Thursday, September 11, 2008

random ramblings 2

well, my tests are starting next week yet i haven't studied one bit, but like i care... i'm sorry to say that this time i won't do as good as the last time cause i don't have my english subjects to pull up my average score again... and for the first time in my life i rather blog than go study... i wonder if it's only me, but do anyone of you ever wonder, i mean like think, if there is someone stealing glances at you... do they like you or do they feel totally weirded out by your presences? just that recently in the canteen, i get these glances over and over again from some people, i don't only mean girls, some guys too, i don't mean that they love me or such, just like in the sense that they want to become my friend or something? is it weird to feel that way? i guess so, without me realizing, i miss my home, my family, my friends so much already, but i know i'm here because i love them all, these things happening to me here, so much i can't comprehend or understand, but, you know, life always goes on, and i find myself enjoying my life more and more when i realize how short it is going to be... those glances won't last another month, but new things will come to overtake it, but for now, enjoy what you have, treasure it and live your life for the best not only the end...

I'm like you too
stealing glances from there,
i see your eyes,
but when i turn,
you hastily try turning away,

don't think i'm naive,
maybe i am different,
just touch my heart,
you'll feel the same beats,

my skin maybe darker,
my tone maybe lower,
but see me closer,
i have a heart too,

let me hold you,
i won't let go,
trust me you can,
i want to be friends,

the world maybe says,
that we're worlds apart,
but realize the truth,
that you'll always have me,

stop staring from afar,
feel my warmth closer,
and you will see,
i am just like you...

Monday, September 8, 2008

what's my reality?

i find it funny that just a few months ago, i couldn't stop loathing and hating so many other people just because i didn't have a girlfriend... seems so unreal to me right now that i used to be so trivial... today i felt like a kid again, the way i always was, i got jealous of a girl... because she got 100 in her test and i didn't... hahaha, when you are at a age, you just find it funny... right now, i don't know why, but out of the blue a few (ok la, 2 months) ago, i just decided that having a girlfriend is a too trivial thing for me to even spare a minute to think about. and because of that so small change i made in my life, i feel so much better... a lot of things nowadays, i do because i like, not to impress somebody, or to make someone else like me... hahaha, you know, it's just that i mean, every person that i've met so far, some my friends, some just people i met, it feels so weird to me now when the say, 'i need a girlfriend...' i think they are misguided even though i was like them, yes ,yes i'm still not actually on the 100 percent right track, but at least i know where i'm heading now... i used to be like this all the time, i didn't care about getting the best results or anything, i just usually sat down and put a target like, i'm gonna do better than this person, and always made sure the pressure never got to me. a few months ago all i could actually think about is i'm gonna fail! i'm gonna fail! which is so unlike me... i always knew that people who fail, are either just unlucky or didn't try at all... to me, i've never gone 100 percent all out in my studies, why some people would ask, or some would even jest by saying that i'm just making all of this up to make myself feel better cause i'm not smart... truth is, there are some (actually many) people out there who compare themselves to me... they give their 100 percent, working for something i think is useless, just like some people who learn so much of physics... but don't even know why you can't puncture a aerosol can... (i couldn't find a better example but you get the drift right...) i rather get an average score in my tests and be able to apply all of the knowledge i have compared to having knowledge and not knowing where to use it... tests are to me the most trivial things in this world that you can't take too seriously... i just wrote my mind out because i haven't got much people took talk crap like this too... hahaha...
i'm going in circles right? hahaha... i wrote a song today... just out of the blue came into my mind... it's would do well in the rock genre i think...
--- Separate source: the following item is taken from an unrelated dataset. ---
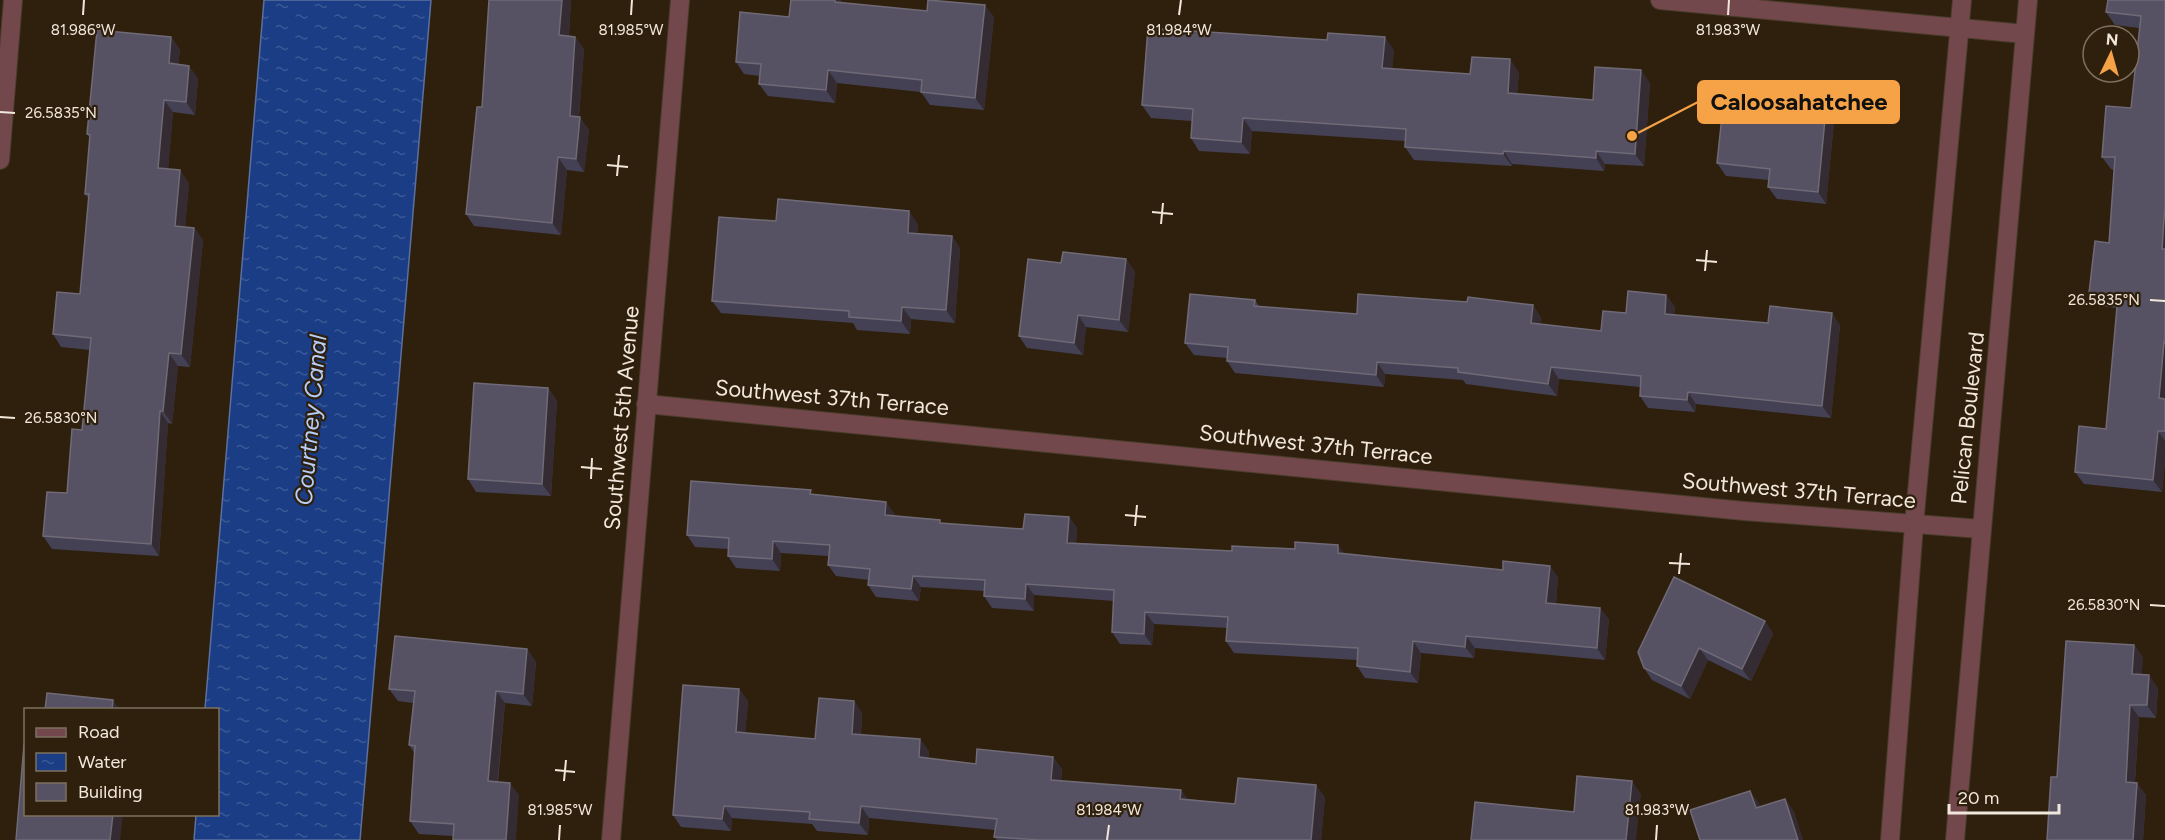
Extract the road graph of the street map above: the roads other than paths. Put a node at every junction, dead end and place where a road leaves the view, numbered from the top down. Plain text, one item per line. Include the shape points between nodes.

it isn't a lie... by me...
if there was a time i loved,
it wouldn't be now, cause i'm so lost,
and i wouldn't know if i loved you or not...
cause,
this mystical veil, fogs me within myself,
and i can't get out, can't get out to see,
if you are the one still waiting for me...

it isn't a lie, to say i'm not sure,
and i'm not denying there's a chance that i don't love you anymore,
for i can't say i'm sure,
since you just came back so suddenly,
so,
give me some time, let me make my choice,
and just maybe, i'll say 'i love you' again...

time flew by so fast when you just left,
so many good things happened when i was missing you,
i didn't have a clue, why you left me but i cried,
and now you stand here in front of me,
expect me to say 'yes' and move on with you,
isn't that just cruel?
isn't that just unfair?
that i'm supposed to take all this sh*t and put up with you again...

it isn't a lie to say i'm not sure,
i'm just unsure, since all this time you weren't here,
should you accept a person that left you once again... again... again...

it isn't a lie, to say i'm not sure,
and i'm not denying there's a chance that i don't love you anymore,
for i can't say i'm sure,
since you just came back so suddenly,
so,
give me some time, let me make my choice,
and just maybe, , just maybe, i'll say 'i love you' again...

Monday, September 1, 2008

petronas ads... and happy merdeka


petronas ads... does anybody not know about them? well i bet you all have seen it but this is my favourite one... this one is quite old but i like it la, the grandma is so cute, plus when she says the guys name 'sam', she actually pronounces it as 'chem chem' which to me (as an indian) is so totally funny. to the guys out there la, just imagine it la, you are talking to some hot girls and your grandma gives you vegetables to take home to your mom, i actually think the girls might think it's sweet and all, but how totally embarrassing....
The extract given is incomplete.